Phase-Change Random Access Memory (PCM), which is probably the most mature of the NVM technologies, consists of phase-change materials that switches between two different phases with distinct properties: an amorphous phase, with high electrical resistivity, and a crystalline phase, with low electrical resistivity. So, in PCMs, there are two main operations: SET operation and RESET operation. These operations are controlled by electrical current as follows: while in the RESET operation High-power are used to place the memory cell into the high-resistance RESET state, for the SET operation, moderate power but longer duration pulses are used to return the cell to the low-resistance SET state. Although PCM scales well and has write endurance comparable to that of NAND Flash (10⁸–10⁹), which makes it a viable alternate for future high-speed storage devices. However, its asymmetric read/write costs in terms of energy consumption and latency, and lower write endurance compared to DRAM (10¹⁶), limit the PCM adoption in system architecture.
3D XPoint is a recent NVM technology that is developed by the Intel and Micron jointly since 2015. This technology is usually considered as a type of PCM although Intel has never disclosed its technical details [82]. This technology presents many advantages, such as having a high density and low access latency, which makes it probably one of the best candidates to replace DRAM. However, this technology pose some challenges, which need to be considered. First, its write energy consumption is relatively high. Second, although its write latency is relatively low, it is still orders of magnitude high compared to DRAM. Furthermore, its memory cell write endurance (10⁸–10⁹) is orders of magnitude lower than that for DRAM although it is claimed that it is enough to survive continuous operation as the main memory for a few years [83].
Flash memory is an electronic NVM storage medium that can be electrically erased and reprogrammed. It is probably the most wide-spread NVM technology since it has the performance better than traditional storage. There are two types of nonvolatile semiconductor flash memory: NOR and NAND. While NOR Flash has low latency and can be programmed at byte granularity, which is suitable for IoT system devices like GPS and e-readers that do not require as much memory, NAND Flash is more like HDD with page-based programing granularity, which is suitable for sequential data such as video, audio, and so on [84]. Despite all the mentioned advantages, this technology shares some disadvantages that most NVM technologies have in common: having limited write endurance, low density, energy constraints, asymmetric read/write latency and persistence.
FeRAM, which has similar structure as DRAM bit cell except, achieve nonvolatility, it utilizes a ferroelectric layer instead of a dielectric layer. This technology has been gaining popularity, especially in industrial IoT applications and autonomous vehicles field, for its unique characteristics such as having very high life endurance, low write time speed, and low write energy consumption [83]. However, like any other technology in NVM category, it faces some limitations that hinders this technology from its widespread use, such as much lower storage densities than Flash, storage capacity limitations and higher cost.

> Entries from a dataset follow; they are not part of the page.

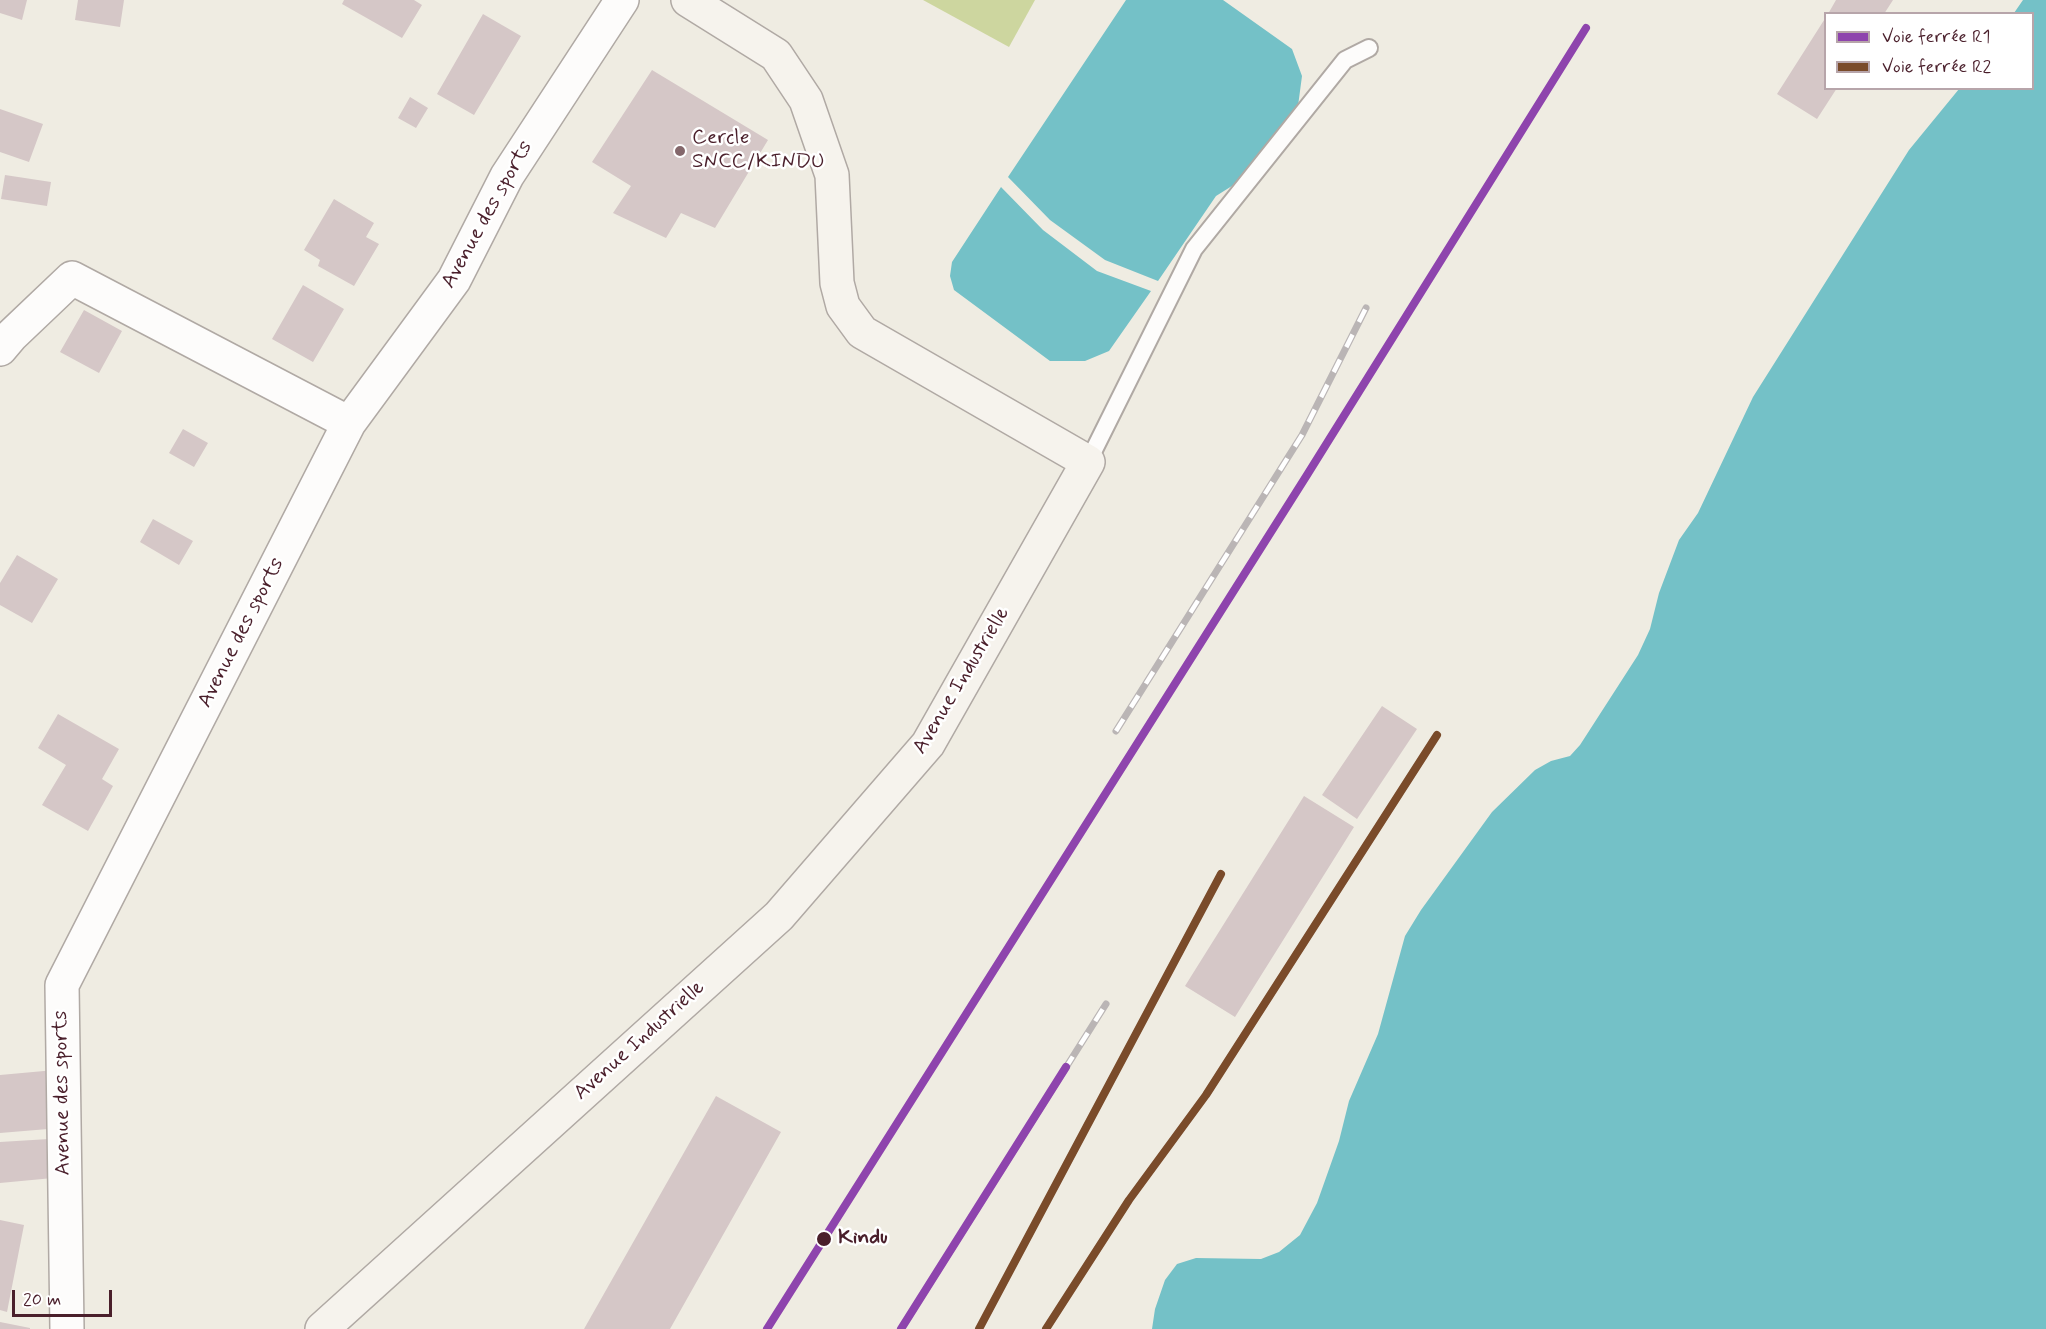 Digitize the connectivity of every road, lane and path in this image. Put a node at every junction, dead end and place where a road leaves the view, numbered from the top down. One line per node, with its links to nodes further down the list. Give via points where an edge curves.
1 (622, 0): 5 (street, Avenue des sports, via 507,176 454,280)
2 (688, 0): 6 (street, via 776,55 806,100 832,175 837,283 843,306 862,332)
3 (1369, 48): 6 (lane, via 1345,60 1194,249)
4 (0, 349): 5 (street, via 72,278)
5 (350, 423): 7 (street, Avenue des sports, via 62,985)
6 (1088, 462): 8 (street, Avenue Industrielle, via 928,744 787,907)
7 (67, 1329)
8 (322, 1329)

Figure 3 illustrates the number of studies that are carried out in the three main categories, i.e., improving lifetime (LIF), performance (Perf), and energy consumption (EC), on different types of NVM technologies from 2009. These results can reveal how much each of the mentioned fields could draw researchers’ attention in different NVM technologies over time. In this figure, we try to give some direction for future work to those researchers who are new to this field.

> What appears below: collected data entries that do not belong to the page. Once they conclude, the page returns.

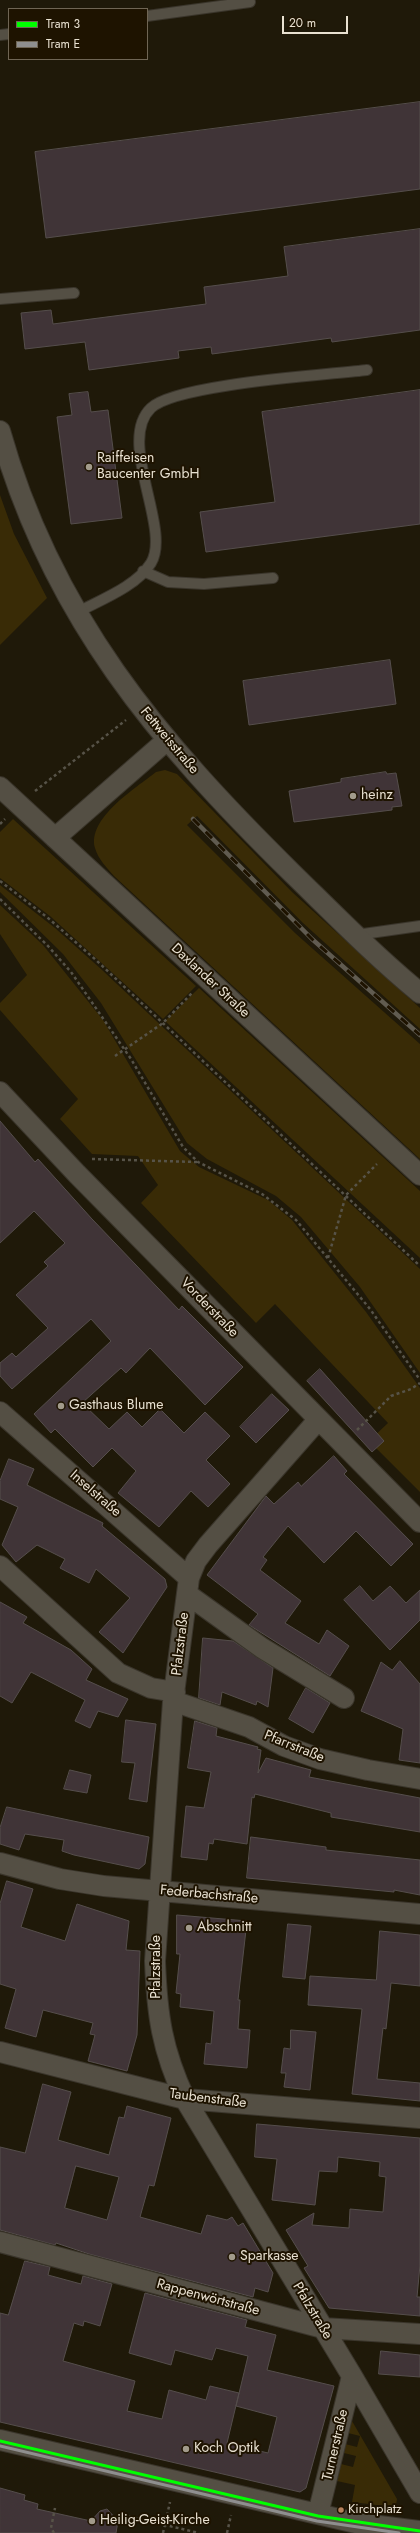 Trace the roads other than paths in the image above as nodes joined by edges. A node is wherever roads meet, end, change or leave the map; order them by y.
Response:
1 (250, 2) dead end
2 (148, 16) edge
3 (74, 293) dead end
4 (0, 300) edge
5 (367, 370) dead end
6 (0, 431) edge
7 (144, 571) junction
8 (273, 578) dead end
9 (76, 613) junction
10 (166, 740) junction
11 (0, 787) edge
12 (55, 838) junction
13 (420, 926) edge
14 (356, 935) junction
15 (420, 993) edge
16 (0, 1092) edge
17 (420, 1175) edge
18 (0, 1412) edge
19 (318, 1420) junction
20 (420, 1522) edge
21 (0, 1566) edge
22 (188, 1586) junction
23 (174, 1696) junction
24 (344, 1698) dead end
25 (420, 1779) edge
26 (0, 1863) edge
27 (160, 1890) junction
28 (420, 1914) edge
29 (0, 2052) edge
30 (185, 2100) junction
31 (420, 2118) edge
32 (0, 2242) edge
33 (323, 2328) junction
34 (420, 2334) edge
35 (352, 2376) junction
36 (0, 2440) edge
37 (420, 2493) edge
38 (318, 2514) junction
39 (420, 2531) edge

1 - 2 lane
3 - 4 lane
5 - 7 lane
6 - 9 street, Fettweisstraße
7 - 8 lane
7 - 9 lane
9 - 10 street, Fettweisstraße
10 - 12 street
10 - 14 street, Fettweisstraße
11 - 12 street, Daxlander Straße
12 - 17 street, Daxlander Straße
13 - 14 lane
14 - 15 street, Fettweisstraße
16 - 19 street, Vorderstraße
18 - 22 street, Inselstraße
19 - 20 street, Vorderstraße
19 - 22 street, Pfalzstraße
21 - 23 street, Pfarrstraße
22 - 23 street, Pfalzstraße
22 - 24 street, Inselstraße
23 - 25 street, Pfarrstraße
23 - 27 street, Pfalzstraße
26 - 27 street, Federbachstraße
27 - 28 street, Federbachstraße
27 - 30 street, Pfalzstraße
29 - 30 street, Taubenstraße
30 - 31 street, Taubenstraße
30 - 33 street, Pfalzstraße
32 - 33 street, Rappenwörtstraße
33 - 34 street, Rappenwörtstraße
33 - 35 street, Pfalzstraße
35 - 37 street, Pfalzstraße
35 - 38 street, Turnerstraße
36 - 38 street
38 - 39 street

2.3 Motivation for bit flip reduction

2.3.1 Write endurance

Most NVM technologies, such as PCM, ReRAM, 3D XPoint and Flash memory, have low write endurance (the number of writes that can be applied to a segment of storage media before it becomes unreliable.) The write endurance in these technologies is on the order of 10⁵–10⁹ writes, which is significantly lower than DRAM write endurance (in the order of 10¹⁶ write) [4, 5]. Even in some NVM technologies such as STT-RAM, which has an endurance of at least 10¹² writes, certain usage conditions, such as frequent accesses with a high applied bias voltage or a long pulse, may aggravate their lifetime and reliability [79, 80]. Furthermore, in many use cases, some of these technologies, such as PCM, STT-RAM and ReRAM, are used in the lower-level cache hierarchies instead of memory level, which expose them to aggressively high number of writes. So, in these cases, write endurance can prevent the adoption of NVM in lower-level caches.

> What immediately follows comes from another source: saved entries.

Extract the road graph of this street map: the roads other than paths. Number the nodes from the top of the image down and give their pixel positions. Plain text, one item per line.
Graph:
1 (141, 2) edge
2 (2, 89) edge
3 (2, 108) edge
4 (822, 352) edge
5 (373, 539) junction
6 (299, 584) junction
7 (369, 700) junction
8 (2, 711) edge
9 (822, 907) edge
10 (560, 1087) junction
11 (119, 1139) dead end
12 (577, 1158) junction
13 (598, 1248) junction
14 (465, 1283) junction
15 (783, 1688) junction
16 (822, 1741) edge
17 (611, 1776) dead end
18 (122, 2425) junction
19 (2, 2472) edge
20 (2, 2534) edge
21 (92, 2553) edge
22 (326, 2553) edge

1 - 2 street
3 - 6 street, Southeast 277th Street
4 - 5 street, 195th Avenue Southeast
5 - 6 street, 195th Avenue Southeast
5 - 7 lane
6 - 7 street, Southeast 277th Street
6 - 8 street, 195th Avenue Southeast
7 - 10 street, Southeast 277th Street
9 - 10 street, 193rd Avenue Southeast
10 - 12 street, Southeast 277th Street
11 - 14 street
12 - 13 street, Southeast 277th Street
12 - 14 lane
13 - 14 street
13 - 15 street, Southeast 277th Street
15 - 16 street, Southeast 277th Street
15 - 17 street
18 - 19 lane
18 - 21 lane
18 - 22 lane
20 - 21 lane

Table 2 illustrates some of the selected studies that are proposed recently in an attempt to solve the limited write endurance of NVMs. Although most of the solutions that are presented to improve the lifetime of NVM, such as reducing write amplification, local write optimization and memory awareness, can be applied to various NVM technologies with write endurance problem, in this paper, we focus on PCM and how its lifetime can be improved through bit flip reduction.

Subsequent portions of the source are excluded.